### Task description
Give back the whole listing verbatim, printing none of its pictures.

START Data under study

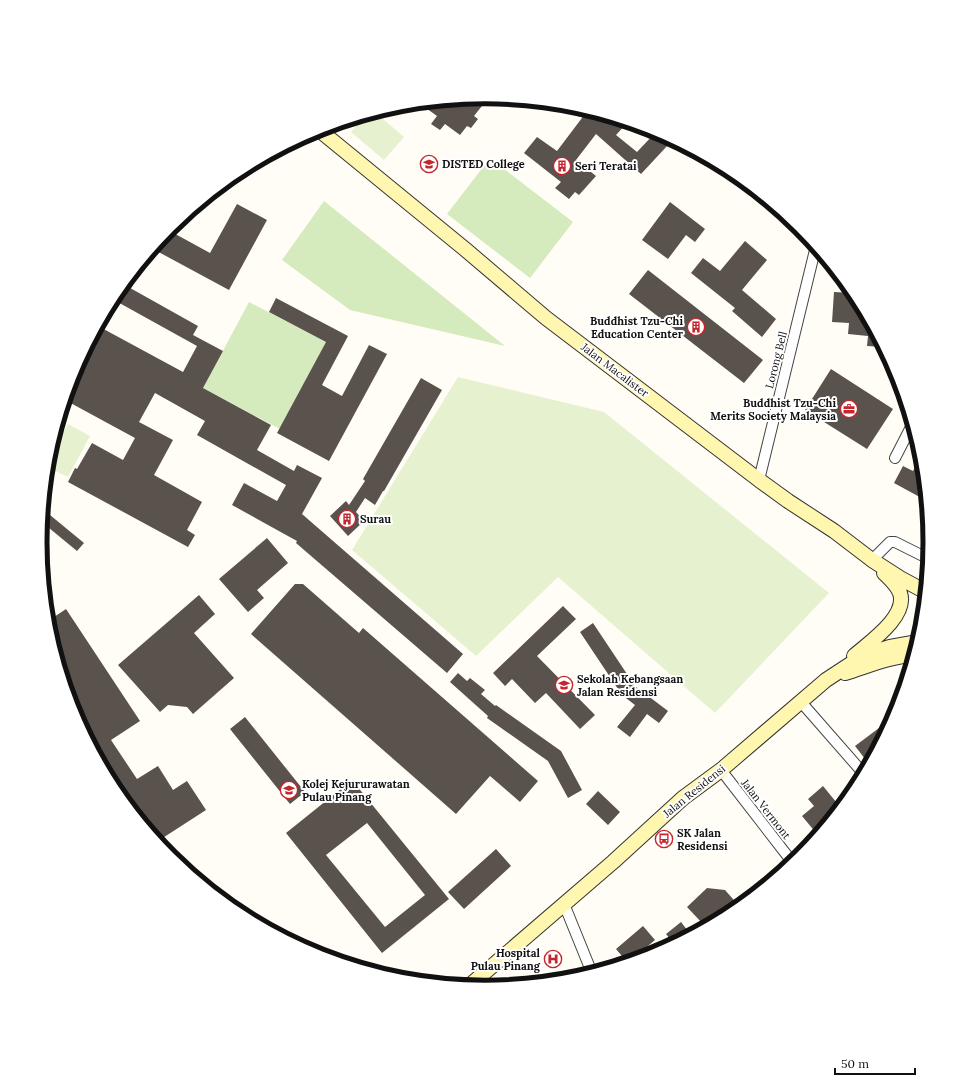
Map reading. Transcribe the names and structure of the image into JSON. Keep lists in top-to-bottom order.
{
  "streets": {
    "main road": ["Jalan Macalister", "Jalan Residensi"],
    "street": ["Lorong Bell", "Jalan Vermont"]
  },
  "crossings": [
    ["Lorong Bell", "Jalan Macalister"],
    ["Jalan Residensi", "Jalan Vermont"]
  ],
  "places": {
    "school or university": ["DISTED College", "Sekolah Kebangsaan Jalan Residensi", "Kolej Kejururawatan Pulau Pinang"],
    "building": ["Seri Teratai", "Buddhist Tzu-Chi Education Center", "Surau"],
    "office": ["Buddhist Tzu-Chi Merits Society Malaysia"],
    "bus stop": ["SK Jalan Residensi"],
    "hospital": ["Hospital Pulau Pinang"]
  },
  "scale_bar": "50 m"
}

END Data under study

### Exercise result
Map reading. Transcribe the names and structure of the image into JSON. Keep lists in top-to-bottom order.
{
  "streets": {
    "main road": ["Jalan Macalister", "Jalan Residensi"],
    "street": ["Lorong Bell", "Jalan Vermont"]
  },
  "crossings": [
    ["Lorong Bell", "Jalan Macalister"],
    ["Jalan Residensi", "Jalan Vermont"]
  ],
  "places": {
    "school or university": ["DISTED College", "Sekolah Kebangsaan Jalan Residensi", "Kolej Kejururawatan Pulau Pinang"],
    "building": ["Seri Teratai", "Buddhist Tzu-Chi Education Center", "Surau"],
    "office": ["Buddhist Tzu-Chi Merits Society Malaysia"],
    "bus stop": ["SK Jalan Residensi"],
    "hospital": ["Hospital Pulau Pinang"]
  },
  "scale_bar": "50 m"
}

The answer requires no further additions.